Obesity, a causative factor in a variety of serious medical conditions, is highly prevalent in the United States. A modest planned weight loss of 5 percent of initial body weight can improve many of the medical conditions related to obesity, as well as prevent or delay the onset of other obesity-related conditions, including diabetes. The American Gastroenterological Association presents official recommendations for the management of obesity.

The need to treat obesity and the aggressiveness of treatment is dependent on obesity-related health risks, the presence of other disease risk factors, and the presence of complications of obesity. Eating fewer calories than are used by the body for daily activities is the best way to encourage the use of endogenous fat as fuel. Weight-loss treatment is not recommended for persons with a body mass index (BMI) of less than 25 kg per m2, although recommendations about a healthy diet and physical activity are appropriate for people who have or are at risk for future adiposity-related diseases.

Treatment of obesity is dependent on a patient's willingness to receive therapy and ability to comply with recommendations, access to appropriate clinicians who can supervise management, and ability to pay for specialized services. Stepwise treatment involves medical evaluation, including BMI measurement, to identify potential causes and risks of obesity; assessment of weight-loss readiness to determine whether it is the best time to focus on weight loss; and treatment, including either preventing additional weight gain or efforts to lose weight. Treatment goals should be carefully and realistically constructed, with regular medical follow-up included. The aggressiveness of the treatment program should depend on the level of obesity-related health risk. Fundamental bases of treatment include behavior modification and changes in dietary intake and physical activity. Pharmacotherapy and bariatric surgery can be useful adjuncts in certain patients.

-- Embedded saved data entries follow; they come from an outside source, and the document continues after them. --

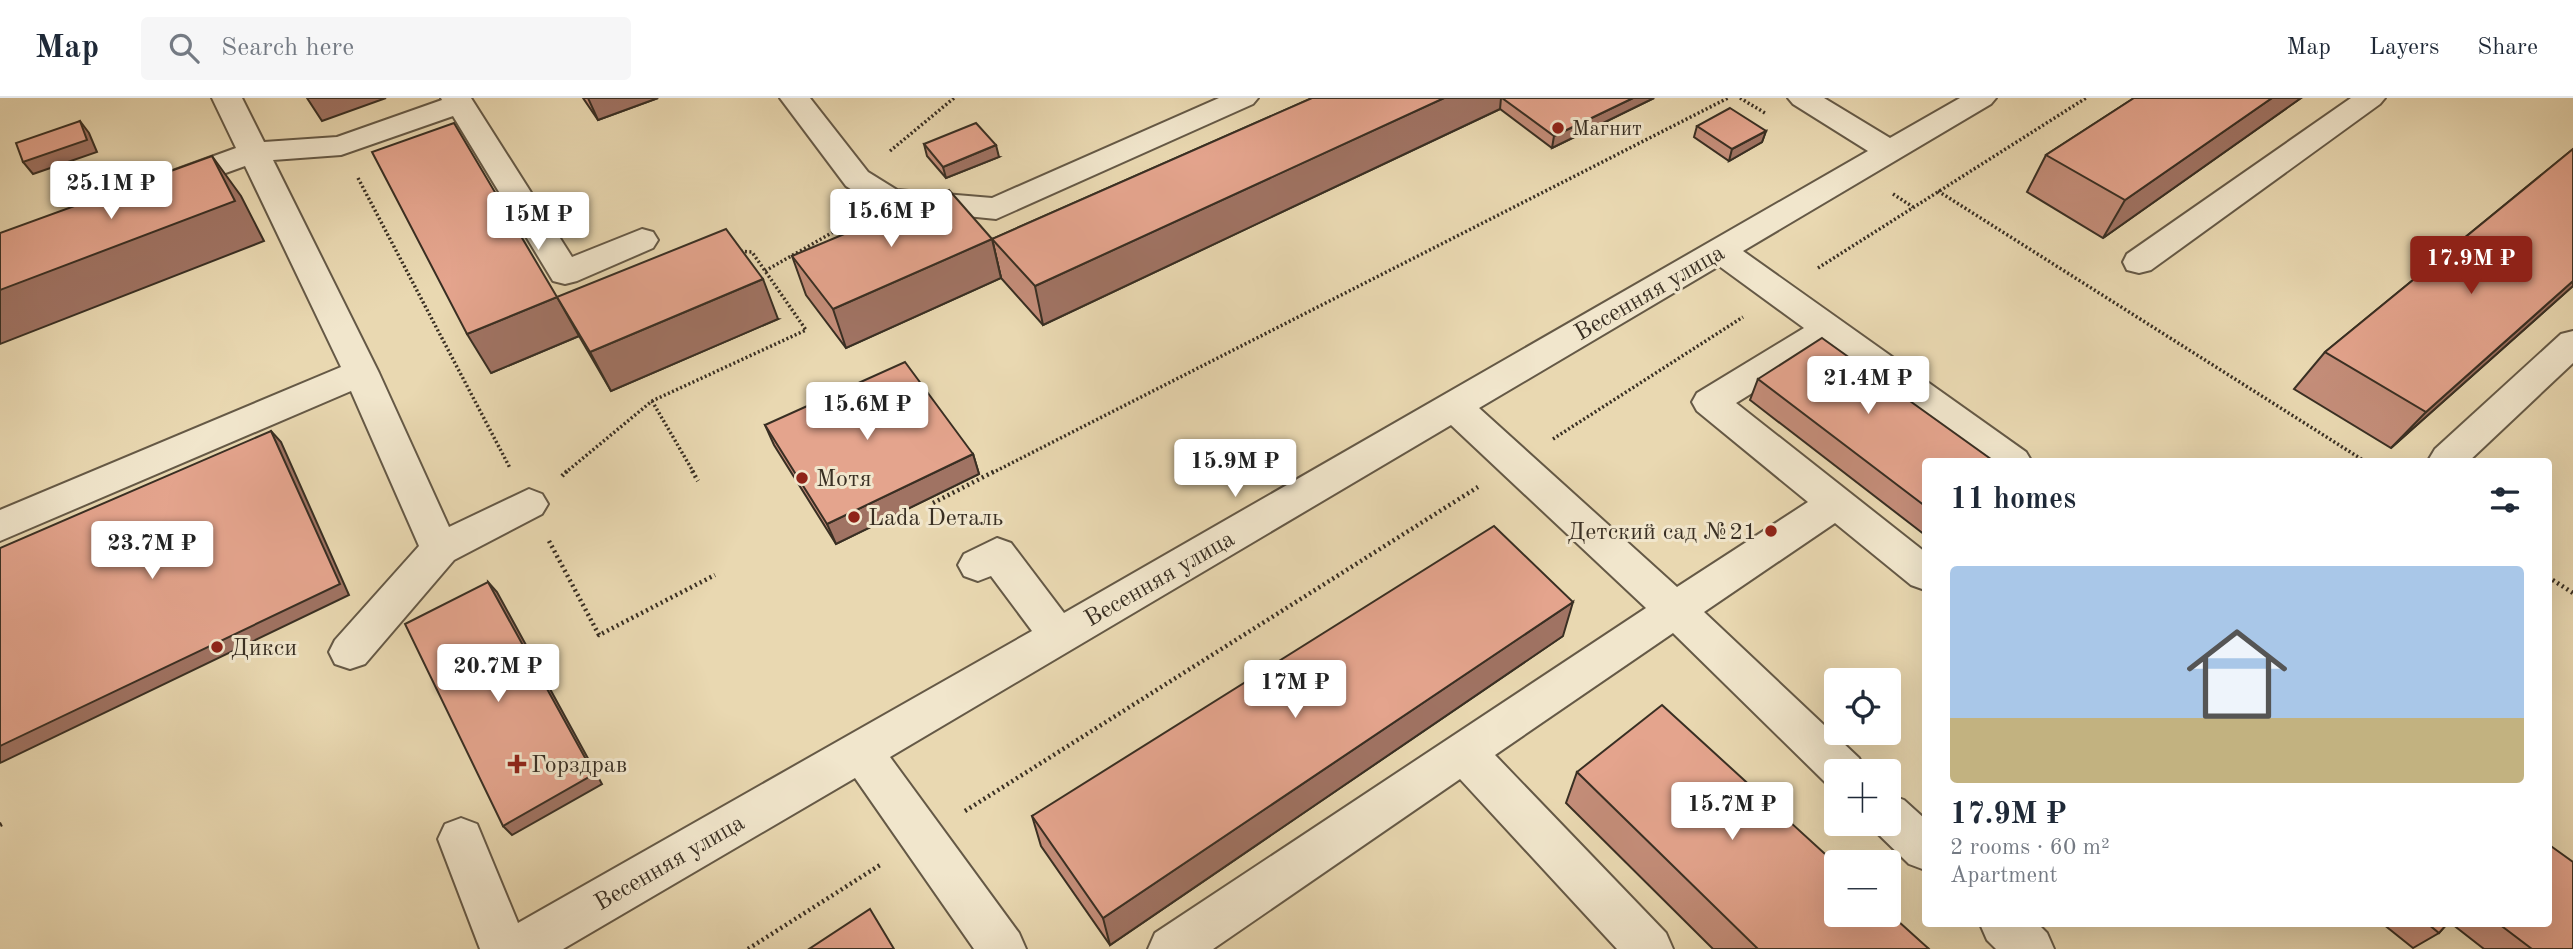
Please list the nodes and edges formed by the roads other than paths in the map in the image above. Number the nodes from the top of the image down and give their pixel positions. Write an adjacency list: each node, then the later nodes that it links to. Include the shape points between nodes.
1 (227, 98): 9 (street)
2 (795, 98): 3 (street, via 857,179 889,200 996,209)
3 (1243, 98)
4 (1803, 98): 8 (street)
5 (1981, 98): 8 (street, Весенняя улица)
6 (2370, 98): 13 (street)
7 (458, 101): 9 (street, via 341,146); 11 (street, via 565,273)
8 (1890, 151): 12 (street, Весенняя улица)
9 (255, 152): 10 (street); 16 (street)
10 (140, 194)
11 (642, 240)
12 (1720, 251): 14 (street); 17 (street, Весенняя улица)
13 (2139, 262)
14 (1829, 329): 18 (street); 20 (street, via 1710,402)
15 (2573, 342): 19 (street)
16 (361, 373): 22 (street); 23 (street)
17 (1453, 405): 26 (street); 27 (street, Весенняя улица)
18 (2007, 458)
19 (2449, 458)
20 (1836, 503): 25 (street); 26 (street)
21 (529, 504): 23 (street)
22 (0, 526)
23 (440, 549): 28 (street)
24 (978, 565): 27 (street, via 997,554)
25 (1922, 572)
26 (1675, 610): 29 (street); 31 (street)
27 (1059, 637): 30 (street, Весенняя улица)
28 (350, 652)
29 (1463, 751): 39 (street); 40 (street)
30 (861, 752): 37 (street, Весенняя улица); 38 (street)
31 (1830, 759)
32 (1901, 826): 34 (street)
33 (461, 839): 36 (street)
34 (1922, 846)
35 (2007, 927): 41 (street)
36 (504, 949)
37 (517, 949)
38 (1002, 949)
39 (1172, 949)
40 (1649, 949)
41 (2030, 949)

Basic diet intervention involves decreasing energy intake by about 500 kcal per day, which will result in a weight loss of 1 lb (0.45 kg) per week. Patients who are more obese should be managed more aggressively, with a calorie deficit of up to 1,000 kcal per day. The goal is a 10 percent weight loss at six months. Popular dietary strategies include portion-controlled servings, prepackaged meals, and ingestion of a low-energy density diet (i.e., low fat and increased water content). About 60 to 90 minutes of daily, moderate-intensity activity (such as brisk walking) or 30 to 45 minutes of daily, high-intensity activity (such as fast bicycling or aerobics) is necessary for successful weight maintenance. Activity levels can be slowly increased until the target is reached. Useful behavior-modification techniques are noted in the accompanying table.

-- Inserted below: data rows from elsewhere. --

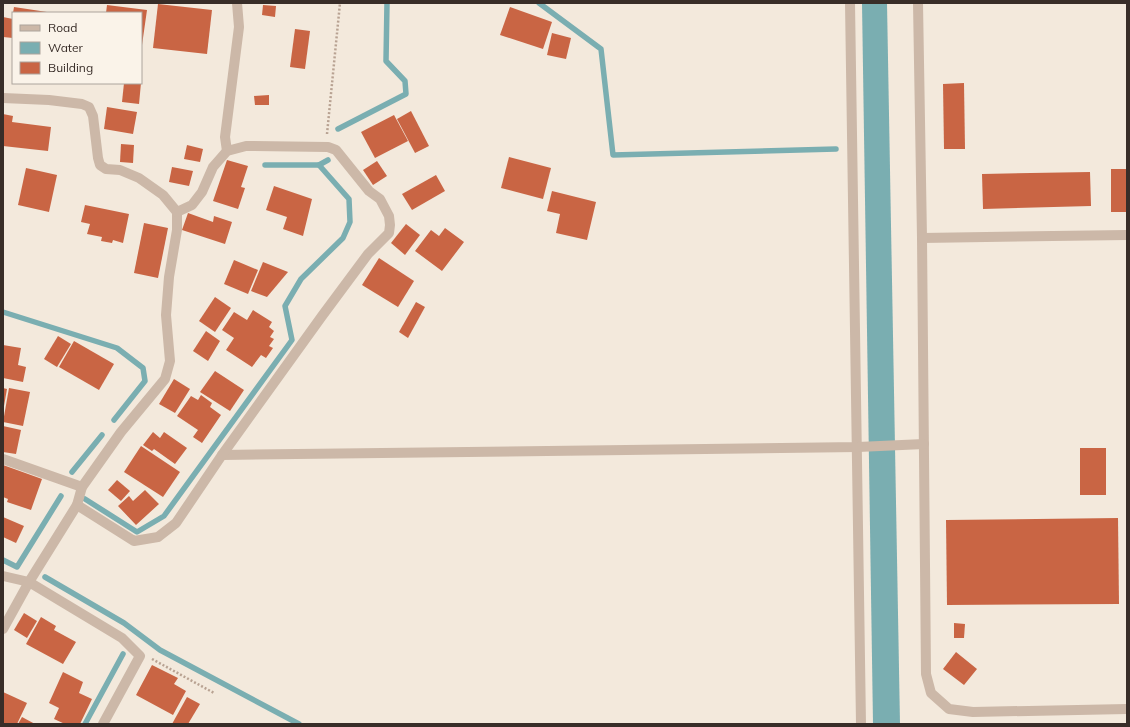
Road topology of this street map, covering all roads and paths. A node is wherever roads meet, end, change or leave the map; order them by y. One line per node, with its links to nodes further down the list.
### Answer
1 (237, 3): 7 (street)
2 (340, 3): 6 (path)
3 (850, 3): 12 (street)
4 (918, 3): 10 (street)
5 (3, 98): 8 (street)
6 (328, 147): 7 (street); 13 (street)
7 (227, 151): 8 (street)
8 (177, 212): 15 (street)
9 (1127, 235): 10 (street)
10 (922, 238): 11 (street)
11 (924, 444): 12 (street); 22 (street)
12 (861, 447): 13 (street); 24 (street)
13 (222, 455): 16 (street)
14 (3, 459): 15 (street)
15 (82, 487): 16 (street)
16 (77, 506): 18 (street)
17 (3, 576): 18 (street)
18 (29, 582): 19 (street); 20 (street)
19 (3, 629)
20 (140, 656): 21 (path); 23 (street)
21 (214, 693)
22 (1127, 709)
23 (103, 724)
24 (861, 724)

Design reasonable goals and treatment plan.
Encourage self-monitoring.
Assist with resolving problems.
Schedule regular follow-up visits to monitor progress and provide encouragement.

Pharmacotherapy is most useful when used in conjunction with behavior modification and should be considered a long-term therapy. Stopping pharmacotherapy too early results in weight gain. Currently, only sibutramine and orlistat are approved for the treatment of obesity, but studies of pharmacotherapeutically induced weight loss compared with placebo show only a modest benefit.

Bariatric surgery is the most effective technique for achieving long-term weight loss in the more obese patients and those with multiple severe obesity-related conditions. Gastric bypass is the most common surgical technique, achieving long-term weight loss of approximately one half of excess weight. Gastroplasty can be performed, but weight loss generally is less than that achieved with gastric bypass. Malabsorptive procedures with diversion can provide even greater weight loss and may be used in very obese patients.